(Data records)
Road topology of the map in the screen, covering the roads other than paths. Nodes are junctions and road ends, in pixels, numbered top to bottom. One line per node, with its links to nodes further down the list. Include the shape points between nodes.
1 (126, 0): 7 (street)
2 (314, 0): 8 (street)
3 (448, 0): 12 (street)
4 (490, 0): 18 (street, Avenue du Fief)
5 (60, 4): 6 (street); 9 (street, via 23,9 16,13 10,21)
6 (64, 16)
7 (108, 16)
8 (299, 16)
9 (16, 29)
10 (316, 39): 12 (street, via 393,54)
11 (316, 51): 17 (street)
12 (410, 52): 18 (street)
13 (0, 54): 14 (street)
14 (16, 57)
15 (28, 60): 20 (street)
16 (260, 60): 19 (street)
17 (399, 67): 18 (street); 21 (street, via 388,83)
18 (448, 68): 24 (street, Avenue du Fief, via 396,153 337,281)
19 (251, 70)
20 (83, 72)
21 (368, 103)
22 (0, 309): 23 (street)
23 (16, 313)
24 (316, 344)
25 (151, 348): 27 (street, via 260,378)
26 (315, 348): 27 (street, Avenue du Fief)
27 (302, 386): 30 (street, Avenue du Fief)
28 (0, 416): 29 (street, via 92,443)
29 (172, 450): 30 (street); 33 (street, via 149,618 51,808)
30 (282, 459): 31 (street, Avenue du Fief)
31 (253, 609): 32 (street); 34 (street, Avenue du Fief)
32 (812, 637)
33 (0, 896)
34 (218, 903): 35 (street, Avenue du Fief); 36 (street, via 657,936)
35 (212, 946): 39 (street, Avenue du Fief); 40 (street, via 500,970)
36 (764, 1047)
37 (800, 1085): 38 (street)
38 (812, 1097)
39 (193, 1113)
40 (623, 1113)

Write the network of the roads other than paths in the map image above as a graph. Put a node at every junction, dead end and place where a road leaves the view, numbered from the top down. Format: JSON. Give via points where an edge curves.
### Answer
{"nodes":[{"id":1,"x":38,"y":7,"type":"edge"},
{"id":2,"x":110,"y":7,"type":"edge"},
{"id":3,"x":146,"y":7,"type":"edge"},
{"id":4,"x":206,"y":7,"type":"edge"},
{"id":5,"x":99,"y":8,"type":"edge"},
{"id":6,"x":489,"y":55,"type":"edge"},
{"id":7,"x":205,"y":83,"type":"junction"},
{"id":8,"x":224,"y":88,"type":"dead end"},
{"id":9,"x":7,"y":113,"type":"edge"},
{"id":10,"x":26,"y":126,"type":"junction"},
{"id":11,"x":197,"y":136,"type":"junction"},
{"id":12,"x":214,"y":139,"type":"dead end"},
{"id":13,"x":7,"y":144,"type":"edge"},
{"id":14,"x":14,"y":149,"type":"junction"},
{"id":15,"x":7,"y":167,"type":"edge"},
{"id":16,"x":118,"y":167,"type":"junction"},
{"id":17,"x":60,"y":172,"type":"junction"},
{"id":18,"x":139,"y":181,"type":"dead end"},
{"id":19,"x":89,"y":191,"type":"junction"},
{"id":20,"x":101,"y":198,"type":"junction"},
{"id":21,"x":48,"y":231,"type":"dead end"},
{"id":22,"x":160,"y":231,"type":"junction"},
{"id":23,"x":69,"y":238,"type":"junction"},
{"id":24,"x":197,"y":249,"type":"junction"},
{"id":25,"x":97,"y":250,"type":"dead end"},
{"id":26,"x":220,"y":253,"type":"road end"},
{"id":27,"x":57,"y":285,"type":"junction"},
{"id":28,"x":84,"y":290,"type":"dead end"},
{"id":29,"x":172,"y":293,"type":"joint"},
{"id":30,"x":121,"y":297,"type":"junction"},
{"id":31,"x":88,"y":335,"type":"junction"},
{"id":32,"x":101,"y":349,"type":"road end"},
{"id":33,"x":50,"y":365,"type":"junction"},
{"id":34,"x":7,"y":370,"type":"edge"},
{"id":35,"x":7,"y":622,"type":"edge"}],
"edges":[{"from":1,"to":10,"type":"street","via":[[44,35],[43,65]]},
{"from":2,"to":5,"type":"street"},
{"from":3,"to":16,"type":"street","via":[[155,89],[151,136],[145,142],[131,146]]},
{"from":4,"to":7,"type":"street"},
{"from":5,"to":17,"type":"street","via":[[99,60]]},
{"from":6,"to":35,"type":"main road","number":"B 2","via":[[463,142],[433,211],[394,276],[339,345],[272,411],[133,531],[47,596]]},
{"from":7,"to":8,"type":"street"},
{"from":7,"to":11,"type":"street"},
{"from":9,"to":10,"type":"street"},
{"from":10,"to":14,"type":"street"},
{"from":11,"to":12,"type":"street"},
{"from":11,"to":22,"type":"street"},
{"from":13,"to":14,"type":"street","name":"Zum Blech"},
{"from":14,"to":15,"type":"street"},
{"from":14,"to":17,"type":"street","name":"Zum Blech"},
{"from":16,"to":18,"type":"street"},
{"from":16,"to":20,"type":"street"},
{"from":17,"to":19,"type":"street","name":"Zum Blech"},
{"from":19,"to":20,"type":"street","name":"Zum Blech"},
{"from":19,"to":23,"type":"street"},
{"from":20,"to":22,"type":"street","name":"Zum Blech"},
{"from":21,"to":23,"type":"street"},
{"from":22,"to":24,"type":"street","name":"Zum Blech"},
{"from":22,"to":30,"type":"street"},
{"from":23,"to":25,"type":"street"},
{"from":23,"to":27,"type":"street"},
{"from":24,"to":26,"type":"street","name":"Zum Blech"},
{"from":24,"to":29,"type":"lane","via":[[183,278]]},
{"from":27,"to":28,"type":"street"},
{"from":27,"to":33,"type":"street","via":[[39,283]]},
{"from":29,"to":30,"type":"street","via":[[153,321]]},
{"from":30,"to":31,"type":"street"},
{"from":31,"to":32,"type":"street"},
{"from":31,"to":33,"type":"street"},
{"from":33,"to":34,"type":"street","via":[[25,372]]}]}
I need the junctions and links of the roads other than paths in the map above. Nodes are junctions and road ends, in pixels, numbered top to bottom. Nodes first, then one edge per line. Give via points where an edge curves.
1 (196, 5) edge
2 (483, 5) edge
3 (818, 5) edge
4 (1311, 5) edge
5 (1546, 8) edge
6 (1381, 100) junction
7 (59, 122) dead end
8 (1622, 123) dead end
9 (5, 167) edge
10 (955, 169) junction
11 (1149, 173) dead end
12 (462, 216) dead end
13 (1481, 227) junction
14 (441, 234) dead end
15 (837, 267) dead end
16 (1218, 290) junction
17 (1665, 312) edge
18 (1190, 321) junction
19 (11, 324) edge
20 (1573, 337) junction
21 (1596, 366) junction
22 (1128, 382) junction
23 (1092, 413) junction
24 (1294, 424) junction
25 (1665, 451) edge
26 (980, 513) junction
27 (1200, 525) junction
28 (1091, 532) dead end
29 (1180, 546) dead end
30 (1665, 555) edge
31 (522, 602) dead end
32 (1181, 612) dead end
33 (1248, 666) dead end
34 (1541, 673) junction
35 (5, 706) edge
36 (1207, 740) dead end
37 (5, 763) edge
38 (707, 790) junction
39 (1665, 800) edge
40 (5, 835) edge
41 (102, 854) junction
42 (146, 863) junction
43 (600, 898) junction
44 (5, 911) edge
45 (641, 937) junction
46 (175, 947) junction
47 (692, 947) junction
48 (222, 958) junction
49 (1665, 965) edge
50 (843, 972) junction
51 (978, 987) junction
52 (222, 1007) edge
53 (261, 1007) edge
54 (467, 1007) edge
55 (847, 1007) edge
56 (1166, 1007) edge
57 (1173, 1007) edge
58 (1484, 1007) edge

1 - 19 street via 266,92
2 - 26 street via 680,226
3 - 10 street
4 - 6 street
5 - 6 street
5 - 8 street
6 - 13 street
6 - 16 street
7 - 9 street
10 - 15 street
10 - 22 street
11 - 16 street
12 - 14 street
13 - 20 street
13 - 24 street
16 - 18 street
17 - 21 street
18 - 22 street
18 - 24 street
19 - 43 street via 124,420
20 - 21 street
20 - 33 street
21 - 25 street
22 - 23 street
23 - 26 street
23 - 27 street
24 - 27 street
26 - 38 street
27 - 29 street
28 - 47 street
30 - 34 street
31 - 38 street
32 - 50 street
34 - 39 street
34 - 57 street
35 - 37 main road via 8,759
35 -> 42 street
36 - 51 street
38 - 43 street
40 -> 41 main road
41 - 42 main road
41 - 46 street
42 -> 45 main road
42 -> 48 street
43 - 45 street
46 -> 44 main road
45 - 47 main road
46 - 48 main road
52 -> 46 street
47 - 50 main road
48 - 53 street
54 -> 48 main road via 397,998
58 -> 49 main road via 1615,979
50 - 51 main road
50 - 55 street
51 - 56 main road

** Problem description **
Count the lines of the data that hold the string "Blech", and give that number as the entire reply.

** Solution below **
7